## Data
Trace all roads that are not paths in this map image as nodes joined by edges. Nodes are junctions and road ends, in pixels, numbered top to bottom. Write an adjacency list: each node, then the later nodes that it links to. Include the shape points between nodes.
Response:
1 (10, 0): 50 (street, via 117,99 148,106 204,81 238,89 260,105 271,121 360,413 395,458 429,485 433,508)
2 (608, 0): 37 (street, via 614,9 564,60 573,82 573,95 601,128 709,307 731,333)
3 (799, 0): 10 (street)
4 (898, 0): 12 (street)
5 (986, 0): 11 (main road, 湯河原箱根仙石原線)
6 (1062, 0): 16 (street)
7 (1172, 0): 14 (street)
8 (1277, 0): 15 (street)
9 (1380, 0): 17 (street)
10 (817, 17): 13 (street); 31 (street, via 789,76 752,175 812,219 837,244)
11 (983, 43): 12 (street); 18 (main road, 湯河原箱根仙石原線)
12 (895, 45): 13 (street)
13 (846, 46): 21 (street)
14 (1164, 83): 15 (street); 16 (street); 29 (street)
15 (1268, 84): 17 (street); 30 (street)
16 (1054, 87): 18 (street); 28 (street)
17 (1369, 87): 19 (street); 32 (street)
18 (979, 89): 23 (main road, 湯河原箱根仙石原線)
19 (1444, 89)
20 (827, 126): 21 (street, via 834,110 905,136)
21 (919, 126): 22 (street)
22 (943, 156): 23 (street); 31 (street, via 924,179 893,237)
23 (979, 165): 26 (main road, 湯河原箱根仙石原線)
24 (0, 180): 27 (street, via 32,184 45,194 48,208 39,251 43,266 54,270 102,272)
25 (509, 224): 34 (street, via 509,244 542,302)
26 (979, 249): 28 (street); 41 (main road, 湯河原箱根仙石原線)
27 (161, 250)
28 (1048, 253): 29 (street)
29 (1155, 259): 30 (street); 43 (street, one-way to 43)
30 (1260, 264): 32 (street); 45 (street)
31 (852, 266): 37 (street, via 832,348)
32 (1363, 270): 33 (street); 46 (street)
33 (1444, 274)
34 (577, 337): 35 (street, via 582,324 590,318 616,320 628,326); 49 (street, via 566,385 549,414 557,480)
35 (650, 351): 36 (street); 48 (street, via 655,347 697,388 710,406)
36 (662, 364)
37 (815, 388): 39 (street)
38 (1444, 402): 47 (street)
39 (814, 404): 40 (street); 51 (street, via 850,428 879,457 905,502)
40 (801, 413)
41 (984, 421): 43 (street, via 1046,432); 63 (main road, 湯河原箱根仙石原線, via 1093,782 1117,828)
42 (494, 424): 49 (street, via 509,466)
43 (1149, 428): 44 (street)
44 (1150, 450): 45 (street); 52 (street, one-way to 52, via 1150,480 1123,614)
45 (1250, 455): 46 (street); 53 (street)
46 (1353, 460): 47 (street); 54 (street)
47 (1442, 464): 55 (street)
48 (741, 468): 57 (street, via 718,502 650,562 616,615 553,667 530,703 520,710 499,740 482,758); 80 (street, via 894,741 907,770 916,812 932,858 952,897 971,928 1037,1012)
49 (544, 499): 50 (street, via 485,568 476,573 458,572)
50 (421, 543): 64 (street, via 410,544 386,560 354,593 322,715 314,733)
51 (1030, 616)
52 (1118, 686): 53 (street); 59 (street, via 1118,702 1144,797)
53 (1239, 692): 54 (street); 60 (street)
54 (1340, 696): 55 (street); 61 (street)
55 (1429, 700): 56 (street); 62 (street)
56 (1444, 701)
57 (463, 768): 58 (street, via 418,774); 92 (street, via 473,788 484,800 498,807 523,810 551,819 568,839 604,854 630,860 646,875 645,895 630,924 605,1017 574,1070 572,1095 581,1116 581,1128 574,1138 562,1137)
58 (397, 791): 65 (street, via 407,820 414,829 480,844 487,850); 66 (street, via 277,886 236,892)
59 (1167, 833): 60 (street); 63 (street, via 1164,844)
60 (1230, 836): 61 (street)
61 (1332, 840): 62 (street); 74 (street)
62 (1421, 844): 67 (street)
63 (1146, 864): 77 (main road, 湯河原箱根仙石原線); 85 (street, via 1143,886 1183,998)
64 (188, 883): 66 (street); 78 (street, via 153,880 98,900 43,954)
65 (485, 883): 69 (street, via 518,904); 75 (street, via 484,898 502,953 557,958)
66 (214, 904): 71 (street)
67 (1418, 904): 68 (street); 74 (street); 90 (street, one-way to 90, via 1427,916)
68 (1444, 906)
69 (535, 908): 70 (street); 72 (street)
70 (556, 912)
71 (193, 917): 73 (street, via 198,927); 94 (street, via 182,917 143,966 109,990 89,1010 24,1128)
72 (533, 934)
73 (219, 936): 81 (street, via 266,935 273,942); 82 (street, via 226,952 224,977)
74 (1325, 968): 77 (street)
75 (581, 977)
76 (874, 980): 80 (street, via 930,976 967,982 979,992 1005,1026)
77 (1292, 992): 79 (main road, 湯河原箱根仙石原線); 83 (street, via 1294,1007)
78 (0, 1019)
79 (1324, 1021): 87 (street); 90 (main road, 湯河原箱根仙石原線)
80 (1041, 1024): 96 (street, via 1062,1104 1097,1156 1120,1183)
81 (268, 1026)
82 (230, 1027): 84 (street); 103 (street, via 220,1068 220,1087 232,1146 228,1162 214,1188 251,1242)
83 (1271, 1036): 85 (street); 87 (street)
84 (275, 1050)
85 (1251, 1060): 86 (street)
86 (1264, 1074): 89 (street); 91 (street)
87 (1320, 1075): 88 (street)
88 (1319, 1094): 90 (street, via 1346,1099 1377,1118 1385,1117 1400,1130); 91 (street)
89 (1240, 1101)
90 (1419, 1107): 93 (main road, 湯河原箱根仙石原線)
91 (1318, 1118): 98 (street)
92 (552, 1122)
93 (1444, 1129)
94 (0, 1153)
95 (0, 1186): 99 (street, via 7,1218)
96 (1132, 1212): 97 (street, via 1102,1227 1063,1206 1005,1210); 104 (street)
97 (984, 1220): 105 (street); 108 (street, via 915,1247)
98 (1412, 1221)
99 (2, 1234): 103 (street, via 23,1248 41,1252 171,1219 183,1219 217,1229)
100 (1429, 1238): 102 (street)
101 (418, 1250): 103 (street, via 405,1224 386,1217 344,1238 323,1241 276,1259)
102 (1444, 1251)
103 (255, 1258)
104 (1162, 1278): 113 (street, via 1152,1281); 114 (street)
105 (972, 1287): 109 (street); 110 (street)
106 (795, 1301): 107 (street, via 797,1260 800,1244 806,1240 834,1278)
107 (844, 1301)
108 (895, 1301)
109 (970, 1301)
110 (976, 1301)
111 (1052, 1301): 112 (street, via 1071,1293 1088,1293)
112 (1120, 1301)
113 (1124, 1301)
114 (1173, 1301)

## Exercise brief
Set down every entry once more, exactly as it was written above.

## Response to this task
Trace all roads that are not paths in this map image as nodes joined by edges. Nodes are junctions and road ends, in pixels, numbered top to bottom. Write an adjacency list: each node, then the later nodes that it links to. Include the shape points between nodes.
Response:
1 (10, 0): 50 (street, via 117,99 148,106 204,81 238,89 260,105 271,121 360,413 395,458 429,485 433,508)
2 (608, 0): 37 (street, via 614,9 564,60 573,82 573,95 601,128 709,307 731,333)
3 (799, 0): 10 (street)
4 (898, 0): 12 (street)
5 (986, 0): 11 (main road, 湯河原箱根仙石原線)
6 (1062, 0): 16 (street)
7 (1172, 0): 14 (street)
8 (1277, 0): 15 (street)
9 (1380, 0): 17 (street)
10 (817, 17): 13 (street); 31 (street, via 789,76 752,175 812,219 837,244)
11 (983, 43): 12 (street); 18 (main road, 湯河原箱根仙石原線)
12 (895, 45): 13 (street)
13 (846, 46): 21 (street)
14 (1164, 83): 15 (street); 16 (street); 29 (street)
15 (1268, 84): 17 (street); 30 (street)
16 (1054, 87): 18 (street); 28 (street)
17 (1369, 87): 19 (street); 32 (street)
18 (979, 89): 23 (main road, 湯河原箱根仙石原線)
19 (1444, 89)
20 (827, 126): 21 (street, via 834,110 905,136)
21 (919, 126): 22 (street)
22 (943, 156): 23 (street); 31 (street, via 924,179 893,237)
23 (979, 165): 26 (main road, 湯河原箱根仙石原線)
24 (0, 180): 27 (street, via 32,184 45,194 48,208 39,251 43,266 54,270 102,272)
25 (509, 224): 34 (street, via 509,244 542,302)
26 (979, 249): 28 (street); 41 (main road, 湯河原箱根仙石原線)
27 (161, 250)
28 (1048, 253): 29 (street)
29 (1155, 259): 30 (street); 43 (street, one-way to 43)
30 (1260, 264): 32 (street); 45 (street)
31 (852, 266): 37 (street, via 832,348)
32 (1363, 270): 33 (street); 46 (street)
33 (1444, 274)
34 (577, 337): 35 (street, via 582,324 590,318 616,320 628,326); 49 (street, via 566,385 549,414 557,480)
35 (650, 351): 36 (street); 48 (street, via 655,347 697,388 710,406)
36 (662, 364)
37 (815, 388): 39 (street)
38 (1444, 402): 47 (street)
39 (814, 404): 40 (street); 51 (street, via 850,428 879,457 905,502)
40 (801, 413)
41 (984, 421): 43 (street, via 1046,432); 63 (main road, 湯河原箱根仙石原線, via 1093,782 1117,828)
42 (494, 424): 49 (street, via 509,466)
43 (1149, 428): 44 (street)
44 (1150, 450): 45 (street); 52 (street, one-way to 52, via 1150,480 1123,614)
45 (1250, 455): 46 (street); 53 (street)
46 (1353, 460): 47 (street); 54 (street)
47 (1442, 464): 55 (street)
48 (741, 468): 57 (street, via 718,502 650,562 616,615 553,667 530,703 520,710 499,740 482,758); 80 (street, via 894,741 907,770 916,812 932,858 952,897 971,928 1037,1012)
49 (544, 499): 50 (street, via 485,568 476,573 458,572)
50 (421, 543): 64 (street, via 410,544 386,560 354,593 322,715 314,733)
51 (1030, 616)
52 (1118, 686): 53 (street); 59 (street, via 1118,702 1144,797)
53 (1239, 692): 54 (street); 60 (street)
54 (1340, 696): 55 (street); 61 (street)
55 (1429, 700): 56 (street); 62 (street)
56 (1444, 701)
57 (463, 768): 58 (street, via 418,774); 92 (street, via 473,788 484,800 498,807 523,810 551,819 568,839 604,854 630,860 646,875 645,895 630,924 605,1017 574,1070 572,1095 581,1116 581,1128 574,1138 562,1137)
58 (397, 791): 65 (street, via 407,820 414,829 480,844 487,850); 66 (street, via 277,886 236,892)
59 (1167, 833): 60 (street); 63 (street, via 1164,844)
60 (1230, 836): 61 (street)
61 (1332, 840): 62 (street); 74 (street)
62 (1421, 844): 67 (street)
63 (1146, 864): 77 (main road, 湯河原箱根仙石原線); 85 (street, via 1143,886 1183,998)
64 (188, 883): 66 (street); 78 (street, via 153,880 98,900 43,954)
65 (485, 883): 69 (street, via 518,904); 75 (street, via 484,898 502,953 557,958)
66 (214, 904): 71 (street)
67 (1418, 904): 68 (street); 74 (street); 90 (street, one-way to 90, via 1427,916)
68 (1444, 906)
69 (535, 908): 70 (street); 72 (street)
70 (556, 912)
71 (193, 917): 73 (street, via 198,927); 94 (street, via 182,917 143,966 109,990 89,1010 24,1128)
72 (533, 934)
73 (219, 936): 81 (street, via 266,935 273,942); 82 (street, via 226,952 224,977)
74 (1325, 968): 77 (street)
75 (581, 977)
76 (874, 980): 80 (street, via 930,976 967,982 979,992 1005,1026)
77 (1292, 992): 79 (main road, 湯河原箱根仙石原線); 83 (street, via 1294,1007)
78 (0, 1019)
79 (1324, 1021): 87 (street); 90 (main road, 湯河原箱根仙石原線)
80 (1041, 1024): 96 (street, via 1062,1104 1097,1156 1120,1183)
81 (268, 1026)
82 (230, 1027): 84 (street); 103 (street, via 220,1068 220,1087 232,1146 228,1162 214,1188 251,1242)
83 (1271, 1036): 85 (street); 87 (street)
84 (275, 1050)
85 (1251, 1060): 86 (street)
86 (1264, 1074): 89 (street); 91 (street)
87 (1320, 1075): 88 (street)
88 (1319, 1094): 90 (street, via 1346,1099 1377,1118 1385,1117 1400,1130); 91 (street)
89 (1240, 1101)
90 (1419, 1107): 93 (main road, 湯河原箱根仙石原線)
91 (1318, 1118): 98 (street)
92 (552, 1122)
93 (1444, 1129)
94 (0, 1153)
95 (0, 1186): 99 (street, via 7,1218)
96 (1132, 1212): 97 (street, via 1102,1227 1063,1206 1005,1210); 104 (street)
97 (984, 1220): 105 (street); 108 (street, via 915,1247)
98 (1412, 1221)
99 (2, 1234): 103 (street, via 23,1248 41,1252 171,1219 183,1219 217,1229)
100 (1429, 1238): 102 (street)
101 (418, 1250): 103 (street, via 405,1224 386,1217 344,1238 323,1241 276,1259)
102 (1444, 1251)
103 (255, 1258)
104 (1162, 1278): 113 (street, via 1152,1281); 114 (street)
105 (972, 1287): 109 (street); 110 (street)
106 (795, 1301): 107 (street, via 797,1260 800,1244 806,1240 834,1278)
107 (844, 1301)
108 (895, 1301)
109 (970, 1301)
110 (976, 1301)
111 (1052, 1301): 112 (street, via 1071,1293 1088,1293)
112 (1120, 1301)
113 (1124, 1301)
114 (1173, 1301)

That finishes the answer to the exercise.